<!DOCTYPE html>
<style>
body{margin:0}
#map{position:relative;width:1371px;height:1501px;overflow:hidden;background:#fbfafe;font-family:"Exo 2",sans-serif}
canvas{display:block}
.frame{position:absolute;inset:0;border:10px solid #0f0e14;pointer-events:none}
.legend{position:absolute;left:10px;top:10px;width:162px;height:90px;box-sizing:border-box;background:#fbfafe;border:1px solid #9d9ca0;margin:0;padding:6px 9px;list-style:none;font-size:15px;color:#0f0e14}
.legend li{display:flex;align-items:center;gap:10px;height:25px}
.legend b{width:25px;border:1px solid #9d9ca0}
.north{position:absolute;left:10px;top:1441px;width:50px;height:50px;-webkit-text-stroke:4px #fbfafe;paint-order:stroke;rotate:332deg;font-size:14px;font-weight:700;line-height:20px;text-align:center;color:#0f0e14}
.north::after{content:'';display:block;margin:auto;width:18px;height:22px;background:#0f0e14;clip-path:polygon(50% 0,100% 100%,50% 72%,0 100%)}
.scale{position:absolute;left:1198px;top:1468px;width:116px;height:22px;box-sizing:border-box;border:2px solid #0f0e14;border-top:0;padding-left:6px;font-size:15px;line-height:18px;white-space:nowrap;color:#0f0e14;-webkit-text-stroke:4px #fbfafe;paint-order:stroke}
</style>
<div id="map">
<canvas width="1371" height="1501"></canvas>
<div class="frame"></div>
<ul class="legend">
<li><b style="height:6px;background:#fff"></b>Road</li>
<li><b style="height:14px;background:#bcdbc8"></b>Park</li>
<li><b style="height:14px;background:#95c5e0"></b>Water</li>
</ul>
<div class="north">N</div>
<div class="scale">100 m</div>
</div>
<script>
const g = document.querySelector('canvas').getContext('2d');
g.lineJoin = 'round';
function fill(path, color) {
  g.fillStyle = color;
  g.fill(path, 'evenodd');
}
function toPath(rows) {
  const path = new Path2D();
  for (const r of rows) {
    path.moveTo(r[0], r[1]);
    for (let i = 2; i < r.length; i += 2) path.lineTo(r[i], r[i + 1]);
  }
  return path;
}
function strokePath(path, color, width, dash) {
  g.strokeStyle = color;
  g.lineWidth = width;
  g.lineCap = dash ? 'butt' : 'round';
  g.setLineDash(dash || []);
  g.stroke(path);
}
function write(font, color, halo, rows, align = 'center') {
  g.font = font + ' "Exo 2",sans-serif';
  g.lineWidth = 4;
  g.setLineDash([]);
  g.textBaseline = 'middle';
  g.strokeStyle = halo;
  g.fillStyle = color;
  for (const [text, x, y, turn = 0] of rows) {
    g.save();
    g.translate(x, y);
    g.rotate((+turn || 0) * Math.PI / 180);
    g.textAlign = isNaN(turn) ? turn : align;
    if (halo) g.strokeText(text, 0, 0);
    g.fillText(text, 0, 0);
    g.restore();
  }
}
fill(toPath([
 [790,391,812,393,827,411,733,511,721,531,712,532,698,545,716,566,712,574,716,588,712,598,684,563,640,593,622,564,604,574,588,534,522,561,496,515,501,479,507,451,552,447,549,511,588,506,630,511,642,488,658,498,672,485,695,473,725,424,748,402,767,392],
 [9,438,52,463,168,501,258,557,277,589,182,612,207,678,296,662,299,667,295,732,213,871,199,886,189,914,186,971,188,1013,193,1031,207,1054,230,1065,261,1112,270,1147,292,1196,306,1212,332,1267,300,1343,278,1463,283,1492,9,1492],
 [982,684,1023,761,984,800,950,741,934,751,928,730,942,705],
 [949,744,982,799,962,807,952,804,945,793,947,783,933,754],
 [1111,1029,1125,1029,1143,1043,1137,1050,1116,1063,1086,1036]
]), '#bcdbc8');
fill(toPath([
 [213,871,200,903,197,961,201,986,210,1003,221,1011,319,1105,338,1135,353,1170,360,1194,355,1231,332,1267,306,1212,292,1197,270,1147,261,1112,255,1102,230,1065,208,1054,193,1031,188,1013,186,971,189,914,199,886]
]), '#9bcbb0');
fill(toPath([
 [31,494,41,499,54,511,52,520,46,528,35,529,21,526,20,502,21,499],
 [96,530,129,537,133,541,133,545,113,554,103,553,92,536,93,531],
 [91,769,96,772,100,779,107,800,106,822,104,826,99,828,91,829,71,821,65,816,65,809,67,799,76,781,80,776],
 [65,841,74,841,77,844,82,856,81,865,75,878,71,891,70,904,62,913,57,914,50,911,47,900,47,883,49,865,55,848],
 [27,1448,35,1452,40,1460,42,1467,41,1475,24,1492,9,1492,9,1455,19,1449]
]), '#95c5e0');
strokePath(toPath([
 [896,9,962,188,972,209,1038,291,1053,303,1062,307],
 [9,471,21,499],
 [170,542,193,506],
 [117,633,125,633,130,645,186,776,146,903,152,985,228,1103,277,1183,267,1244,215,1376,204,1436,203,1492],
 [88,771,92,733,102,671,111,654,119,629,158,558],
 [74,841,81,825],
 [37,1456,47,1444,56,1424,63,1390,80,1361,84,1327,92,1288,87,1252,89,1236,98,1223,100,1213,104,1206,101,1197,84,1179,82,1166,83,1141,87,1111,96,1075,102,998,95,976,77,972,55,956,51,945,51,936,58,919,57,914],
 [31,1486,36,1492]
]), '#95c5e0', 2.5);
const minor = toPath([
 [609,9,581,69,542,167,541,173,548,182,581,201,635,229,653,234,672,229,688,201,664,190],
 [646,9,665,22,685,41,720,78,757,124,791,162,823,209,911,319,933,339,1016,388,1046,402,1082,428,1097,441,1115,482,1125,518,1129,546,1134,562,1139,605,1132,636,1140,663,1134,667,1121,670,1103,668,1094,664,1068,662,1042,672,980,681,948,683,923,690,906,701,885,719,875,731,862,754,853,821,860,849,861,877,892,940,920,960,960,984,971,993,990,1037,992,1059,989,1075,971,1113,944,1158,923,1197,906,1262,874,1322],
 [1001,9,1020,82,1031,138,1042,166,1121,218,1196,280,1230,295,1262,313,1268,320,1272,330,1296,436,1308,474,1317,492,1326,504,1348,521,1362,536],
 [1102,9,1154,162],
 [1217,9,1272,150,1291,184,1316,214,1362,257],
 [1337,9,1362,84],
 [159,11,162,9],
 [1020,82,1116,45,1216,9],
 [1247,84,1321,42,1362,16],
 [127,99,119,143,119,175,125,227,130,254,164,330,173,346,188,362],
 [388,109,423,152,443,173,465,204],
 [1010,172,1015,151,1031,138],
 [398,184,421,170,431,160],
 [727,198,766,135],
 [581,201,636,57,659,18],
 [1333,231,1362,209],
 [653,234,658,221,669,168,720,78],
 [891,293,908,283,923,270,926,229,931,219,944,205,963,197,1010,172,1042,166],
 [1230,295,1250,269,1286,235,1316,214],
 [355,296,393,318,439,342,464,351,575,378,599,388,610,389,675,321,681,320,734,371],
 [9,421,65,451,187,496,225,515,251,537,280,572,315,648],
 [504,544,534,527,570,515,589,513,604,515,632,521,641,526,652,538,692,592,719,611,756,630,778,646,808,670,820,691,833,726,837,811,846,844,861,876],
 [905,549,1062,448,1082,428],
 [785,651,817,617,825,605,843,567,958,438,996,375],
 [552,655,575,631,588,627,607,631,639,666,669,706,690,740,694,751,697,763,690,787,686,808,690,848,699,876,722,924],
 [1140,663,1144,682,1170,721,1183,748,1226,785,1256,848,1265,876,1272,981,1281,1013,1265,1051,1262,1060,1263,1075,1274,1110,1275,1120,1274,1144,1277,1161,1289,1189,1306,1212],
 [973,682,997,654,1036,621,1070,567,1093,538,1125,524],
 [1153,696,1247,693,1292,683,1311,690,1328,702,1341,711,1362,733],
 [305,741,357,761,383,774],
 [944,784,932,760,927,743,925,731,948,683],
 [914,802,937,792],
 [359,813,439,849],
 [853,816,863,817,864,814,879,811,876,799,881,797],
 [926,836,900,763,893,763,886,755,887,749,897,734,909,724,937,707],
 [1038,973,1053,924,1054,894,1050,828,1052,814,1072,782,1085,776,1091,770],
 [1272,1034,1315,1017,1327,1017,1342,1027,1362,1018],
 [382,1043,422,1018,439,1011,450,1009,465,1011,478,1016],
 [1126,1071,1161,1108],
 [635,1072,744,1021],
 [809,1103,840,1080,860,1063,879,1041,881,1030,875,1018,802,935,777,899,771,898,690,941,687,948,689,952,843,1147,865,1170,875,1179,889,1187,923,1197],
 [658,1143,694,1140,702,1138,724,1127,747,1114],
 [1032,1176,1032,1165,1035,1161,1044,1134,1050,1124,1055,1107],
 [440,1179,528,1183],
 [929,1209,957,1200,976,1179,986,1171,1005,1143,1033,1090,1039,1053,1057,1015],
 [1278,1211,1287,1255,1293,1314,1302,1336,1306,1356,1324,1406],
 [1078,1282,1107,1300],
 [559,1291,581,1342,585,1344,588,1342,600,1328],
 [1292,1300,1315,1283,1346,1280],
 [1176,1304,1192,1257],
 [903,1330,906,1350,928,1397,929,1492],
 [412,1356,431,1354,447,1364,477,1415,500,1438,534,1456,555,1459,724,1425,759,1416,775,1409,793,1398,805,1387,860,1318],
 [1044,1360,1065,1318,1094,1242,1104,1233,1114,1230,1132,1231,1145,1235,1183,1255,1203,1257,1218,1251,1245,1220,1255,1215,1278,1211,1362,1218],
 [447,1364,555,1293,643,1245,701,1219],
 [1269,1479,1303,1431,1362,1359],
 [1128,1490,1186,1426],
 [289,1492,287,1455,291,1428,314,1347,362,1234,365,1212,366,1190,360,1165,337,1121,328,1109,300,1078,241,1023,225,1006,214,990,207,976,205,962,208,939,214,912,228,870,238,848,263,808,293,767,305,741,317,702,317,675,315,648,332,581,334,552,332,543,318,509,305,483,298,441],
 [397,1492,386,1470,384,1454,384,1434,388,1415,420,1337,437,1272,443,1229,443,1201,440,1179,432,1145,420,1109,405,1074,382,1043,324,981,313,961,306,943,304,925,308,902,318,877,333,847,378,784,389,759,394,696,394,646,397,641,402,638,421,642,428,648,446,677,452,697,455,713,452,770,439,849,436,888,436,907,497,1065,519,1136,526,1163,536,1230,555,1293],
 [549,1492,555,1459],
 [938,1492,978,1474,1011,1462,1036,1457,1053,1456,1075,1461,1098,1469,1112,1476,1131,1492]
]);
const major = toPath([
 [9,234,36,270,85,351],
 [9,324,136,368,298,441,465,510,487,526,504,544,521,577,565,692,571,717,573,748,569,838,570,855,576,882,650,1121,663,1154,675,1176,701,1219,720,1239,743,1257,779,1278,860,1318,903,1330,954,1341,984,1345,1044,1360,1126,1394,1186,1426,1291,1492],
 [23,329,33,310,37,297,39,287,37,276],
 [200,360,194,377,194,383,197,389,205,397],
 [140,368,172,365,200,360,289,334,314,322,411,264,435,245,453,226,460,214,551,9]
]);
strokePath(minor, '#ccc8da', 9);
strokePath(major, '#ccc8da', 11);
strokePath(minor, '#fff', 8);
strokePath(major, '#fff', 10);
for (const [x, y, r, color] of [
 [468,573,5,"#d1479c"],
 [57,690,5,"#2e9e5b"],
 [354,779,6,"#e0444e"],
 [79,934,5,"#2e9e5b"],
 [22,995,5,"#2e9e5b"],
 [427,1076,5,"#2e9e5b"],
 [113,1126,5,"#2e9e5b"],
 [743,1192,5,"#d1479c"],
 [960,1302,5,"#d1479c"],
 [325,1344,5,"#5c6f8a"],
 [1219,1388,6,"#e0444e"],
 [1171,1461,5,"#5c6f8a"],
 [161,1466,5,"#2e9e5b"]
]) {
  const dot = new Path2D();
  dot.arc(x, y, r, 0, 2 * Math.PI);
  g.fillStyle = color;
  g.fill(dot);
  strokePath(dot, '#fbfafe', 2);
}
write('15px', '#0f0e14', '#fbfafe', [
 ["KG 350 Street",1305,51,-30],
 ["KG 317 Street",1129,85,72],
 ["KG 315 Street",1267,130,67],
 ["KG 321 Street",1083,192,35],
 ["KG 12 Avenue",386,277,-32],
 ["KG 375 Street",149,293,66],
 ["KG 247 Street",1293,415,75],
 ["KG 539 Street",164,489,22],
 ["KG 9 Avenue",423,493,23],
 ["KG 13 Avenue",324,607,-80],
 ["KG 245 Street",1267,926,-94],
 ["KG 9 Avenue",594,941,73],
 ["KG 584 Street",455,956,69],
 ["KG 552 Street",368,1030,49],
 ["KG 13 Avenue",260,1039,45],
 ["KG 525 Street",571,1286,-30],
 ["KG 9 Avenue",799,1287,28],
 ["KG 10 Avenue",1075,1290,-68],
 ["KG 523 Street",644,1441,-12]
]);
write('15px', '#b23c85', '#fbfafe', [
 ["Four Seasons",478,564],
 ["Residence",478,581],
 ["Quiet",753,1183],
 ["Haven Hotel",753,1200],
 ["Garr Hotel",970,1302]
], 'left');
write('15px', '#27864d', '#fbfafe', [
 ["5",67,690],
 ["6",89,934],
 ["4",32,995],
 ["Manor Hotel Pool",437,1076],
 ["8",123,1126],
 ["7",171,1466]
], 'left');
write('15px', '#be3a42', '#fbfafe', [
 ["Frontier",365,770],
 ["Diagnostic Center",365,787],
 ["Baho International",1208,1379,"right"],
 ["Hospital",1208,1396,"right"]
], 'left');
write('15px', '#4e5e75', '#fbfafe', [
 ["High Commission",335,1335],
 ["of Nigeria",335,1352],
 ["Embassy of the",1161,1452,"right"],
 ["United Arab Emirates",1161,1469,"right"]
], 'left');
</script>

· · ·

EXERCISE REQUIREMENTS = Copy all lines from the listing that contain "strokeStyle".

RESPONSE AREA =
  g.strokeStyle = color;
  g.strokeStyle = halo;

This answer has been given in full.